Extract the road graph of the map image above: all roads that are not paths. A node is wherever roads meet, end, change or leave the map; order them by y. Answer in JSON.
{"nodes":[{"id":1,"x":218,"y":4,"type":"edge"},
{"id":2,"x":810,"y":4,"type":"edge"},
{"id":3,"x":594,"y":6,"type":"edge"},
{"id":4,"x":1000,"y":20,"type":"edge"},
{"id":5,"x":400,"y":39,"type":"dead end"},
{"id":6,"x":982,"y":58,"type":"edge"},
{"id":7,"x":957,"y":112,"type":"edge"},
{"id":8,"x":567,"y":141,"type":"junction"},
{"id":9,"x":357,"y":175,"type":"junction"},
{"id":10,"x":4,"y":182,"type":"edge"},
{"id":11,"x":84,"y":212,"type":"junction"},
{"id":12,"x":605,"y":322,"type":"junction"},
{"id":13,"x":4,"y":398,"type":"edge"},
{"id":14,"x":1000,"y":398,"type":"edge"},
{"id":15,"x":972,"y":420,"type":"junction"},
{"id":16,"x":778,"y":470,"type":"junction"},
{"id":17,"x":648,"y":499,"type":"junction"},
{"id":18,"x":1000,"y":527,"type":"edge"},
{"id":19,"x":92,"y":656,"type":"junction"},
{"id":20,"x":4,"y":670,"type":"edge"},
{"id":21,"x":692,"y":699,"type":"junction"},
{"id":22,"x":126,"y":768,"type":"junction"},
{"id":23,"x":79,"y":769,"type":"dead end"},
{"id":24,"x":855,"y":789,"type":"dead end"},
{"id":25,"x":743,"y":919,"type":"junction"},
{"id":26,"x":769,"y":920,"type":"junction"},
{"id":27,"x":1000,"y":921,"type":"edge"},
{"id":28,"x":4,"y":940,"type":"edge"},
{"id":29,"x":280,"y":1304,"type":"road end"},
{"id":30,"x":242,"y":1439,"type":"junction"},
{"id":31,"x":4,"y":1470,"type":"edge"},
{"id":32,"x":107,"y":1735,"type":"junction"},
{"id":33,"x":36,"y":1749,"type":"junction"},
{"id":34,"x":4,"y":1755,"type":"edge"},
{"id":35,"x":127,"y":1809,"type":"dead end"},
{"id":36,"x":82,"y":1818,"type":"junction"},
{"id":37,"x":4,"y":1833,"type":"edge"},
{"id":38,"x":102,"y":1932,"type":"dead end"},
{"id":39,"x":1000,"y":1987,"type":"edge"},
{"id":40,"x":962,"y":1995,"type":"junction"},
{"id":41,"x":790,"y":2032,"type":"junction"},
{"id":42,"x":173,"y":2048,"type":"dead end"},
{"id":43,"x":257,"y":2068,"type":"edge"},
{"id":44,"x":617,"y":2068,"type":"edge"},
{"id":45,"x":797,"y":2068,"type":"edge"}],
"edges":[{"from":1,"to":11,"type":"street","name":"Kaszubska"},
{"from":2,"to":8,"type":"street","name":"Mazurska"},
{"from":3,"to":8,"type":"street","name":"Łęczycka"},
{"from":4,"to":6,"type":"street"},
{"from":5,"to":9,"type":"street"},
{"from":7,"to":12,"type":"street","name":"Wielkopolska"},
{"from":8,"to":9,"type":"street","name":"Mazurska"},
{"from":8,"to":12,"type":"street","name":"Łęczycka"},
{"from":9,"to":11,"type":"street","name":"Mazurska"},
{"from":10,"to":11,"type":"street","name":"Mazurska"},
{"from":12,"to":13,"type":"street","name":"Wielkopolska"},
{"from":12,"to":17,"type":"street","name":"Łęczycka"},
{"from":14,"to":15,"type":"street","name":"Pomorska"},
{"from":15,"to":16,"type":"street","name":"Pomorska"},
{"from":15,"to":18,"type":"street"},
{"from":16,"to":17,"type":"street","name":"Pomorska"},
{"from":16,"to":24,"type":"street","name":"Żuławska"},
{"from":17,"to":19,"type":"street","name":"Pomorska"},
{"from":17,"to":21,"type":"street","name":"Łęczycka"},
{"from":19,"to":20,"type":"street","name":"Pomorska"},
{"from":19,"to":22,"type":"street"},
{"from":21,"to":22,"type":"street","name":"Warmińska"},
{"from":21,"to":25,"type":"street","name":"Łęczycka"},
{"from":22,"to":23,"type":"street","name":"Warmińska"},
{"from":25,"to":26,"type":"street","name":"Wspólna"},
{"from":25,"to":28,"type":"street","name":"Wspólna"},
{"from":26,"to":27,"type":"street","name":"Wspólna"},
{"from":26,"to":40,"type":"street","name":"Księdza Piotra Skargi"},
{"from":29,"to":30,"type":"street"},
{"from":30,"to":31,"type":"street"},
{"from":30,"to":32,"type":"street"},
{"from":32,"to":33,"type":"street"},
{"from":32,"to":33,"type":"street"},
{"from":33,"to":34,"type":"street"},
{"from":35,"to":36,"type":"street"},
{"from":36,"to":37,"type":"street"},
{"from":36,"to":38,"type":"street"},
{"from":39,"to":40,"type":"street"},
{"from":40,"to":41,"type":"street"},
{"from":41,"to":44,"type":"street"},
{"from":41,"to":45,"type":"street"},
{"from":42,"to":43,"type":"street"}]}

• Task to complete: Exactly reproduce every line of the data above.

• Solved problem:
Extract the road graph of the map image above: all roads that are not paths. A node is wherever roads meet, end, change or leave the map; order them by y. Answer in JSON.
{"nodes":[{"id":1,"x":218,"y":4,"type":"edge"},
{"id":2,"x":810,"y":4,"type":"edge"},
{"id":3,"x":594,"y":6,"type":"edge"},
{"id":4,"x":1000,"y":20,"type":"edge"},
{"id":5,"x":400,"y":39,"type":"dead end"},
{"id":6,"x":982,"y":58,"type":"edge"},
{"id":7,"x":957,"y":112,"type":"edge"},
{"id":8,"x":567,"y":141,"type":"junction"},
{"id":9,"x":357,"y":175,"type":"junction"},
{"id":10,"x":4,"y":182,"type":"edge"},
{"id":11,"x":84,"y":212,"type":"junction"},
{"id":12,"x":605,"y":322,"type":"junction"},
{"id":13,"x":4,"y":398,"type":"edge"},
{"id":14,"x":1000,"y":398,"type":"edge"},
{"id":15,"x":972,"y":420,"type":"junction"},
{"id":16,"x":778,"y":470,"type":"junction"},
{"id":17,"x":648,"y":499,"type":"junction"},
{"id":18,"x":1000,"y":527,"type":"edge"},
{"id":19,"x":92,"y":656,"type":"junction"},
{"id":20,"x":4,"y":670,"type":"edge"},
{"id":21,"x":692,"y":699,"type":"junction"},
{"id":22,"x":126,"y":768,"type":"junction"},
{"id":23,"x":79,"y":769,"type":"dead end"},
{"id":24,"x":855,"y":789,"type":"dead end"},
{"id":25,"x":743,"y":919,"type":"junction"},
{"id":26,"x":769,"y":920,"type":"junction"},
{"id":27,"x":1000,"y":921,"type":"edge"},
{"id":28,"x":4,"y":940,"type":"edge"},
{"id":29,"x":280,"y":1304,"type":"road end"},
{"id":30,"x":242,"y":1439,"type":"junction"},
{"id":31,"x":4,"y":1470,"type":"edge"},
{"id":32,"x":107,"y":1735,"type":"junction"},
{"id":33,"x":36,"y":1749,"type":"junction"},
{"id":34,"x":4,"y":1755,"type":"edge"},
{"id":35,"x":127,"y":1809,"type":"dead end"},
{"id":36,"x":82,"y":1818,"type":"junction"},
{"id":37,"x":4,"y":1833,"type":"edge"},
{"id":38,"x":102,"y":1932,"type":"dead end"},
{"id":39,"x":1000,"y":1987,"type":"edge"},
{"id":40,"x":962,"y":1995,"type":"junction"},
{"id":41,"x":790,"y":2032,"type":"junction"},
{"id":42,"x":173,"y":2048,"type":"dead end"},
{"id":43,"x":257,"y":2068,"type":"edge"},
{"id":44,"x":617,"y":2068,"type":"edge"},
{"id":45,"x":797,"y":2068,"type":"edge"}],
"edges":[{"from":1,"to":11,"type":"street","name":"Kaszubska"},
{"from":2,"to":8,"type":"street","name":"Mazurska"},
{"from":3,"to":8,"type":"street","name":"Łęczycka"},
{"from":4,"to":6,"type":"street"},
{"from":5,"to":9,"type":"street"},
{"from":7,"to":12,"type":"street","name":"Wielkopolska"},
{"from":8,"to":9,"type":"street","name":"Mazurska"},
{"from":8,"to":12,"type":"street","name":"Łęczycka"},
{"from":9,"to":11,"type":"street","name":"Mazurska"},
{"from":10,"to":11,"type":"street","name":"Mazurska"},
{"from":12,"to":13,"type":"street","name":"Wielkopolska"},
{"from":12,"to":17,"type":"street","name":"Łęczycka"},
{"from":14,"to":15,"type":"street","name":"Pomorska"},
{"from":15,"to":16,"type":"street","name":"Pomorska"},
{"from":15,"to":18,"type":"street"},
{"from":16,"to":17,"type":"street","name":"Pomorska"},
{"from":16,"to":24,"type":"street","name":"Żuławska"},
{"from":17,"to":19,"type":"street","name":"Pomorska"},
{"from":17,"to":21,"type":"street","name":"Łęczycka"},
{"from":19,"to":20,"type":"street","name":"Pomorska"},
{"from":19,"to":22,"type":"street"},
{"from":21,"to":22,"type":"street","name":"Warmińska"},
{"from":21,"to":25,"type":"street","name":"Łęczycka"},
{"from":22,"to":23,"type":"street","name":"Warmińska"},
{"from":25,"to":26,"type":"street","name":"Wspólna"},
{"from":25,"to":28,"type":"street","name":"Wspólna"},
{"from":26,"to":27,"type":"street","name":"Wspólna"},
{"from":26,"to":40,"type":"street","name":"Księdza Piotra Skargi"},
{"from":29,"to":30,"type":"street"},
{"from":30,"to":31,"type":"street"},
{"from":30,"to":32,"type":"street"},
{"from":32,"to":33,"type":"street"},
{"from":32,"to":33,"type":"street"},
{"from":33,"to":34,"type":"street"},
{"from":35,"to":36,"type":"street"},
{"from":36,"to":37,"type":"street"},
{"from":36,"to":38,"type":"street"},
{"from":39,"to":40,"type":"street"},
{"from":40,"to":41,"type":"street"},
{"from":41,"to":44,"type":"street"},
{"from":41,"to":45,"type":"street"},
{"from":42,"to":43,"type":"street"}]}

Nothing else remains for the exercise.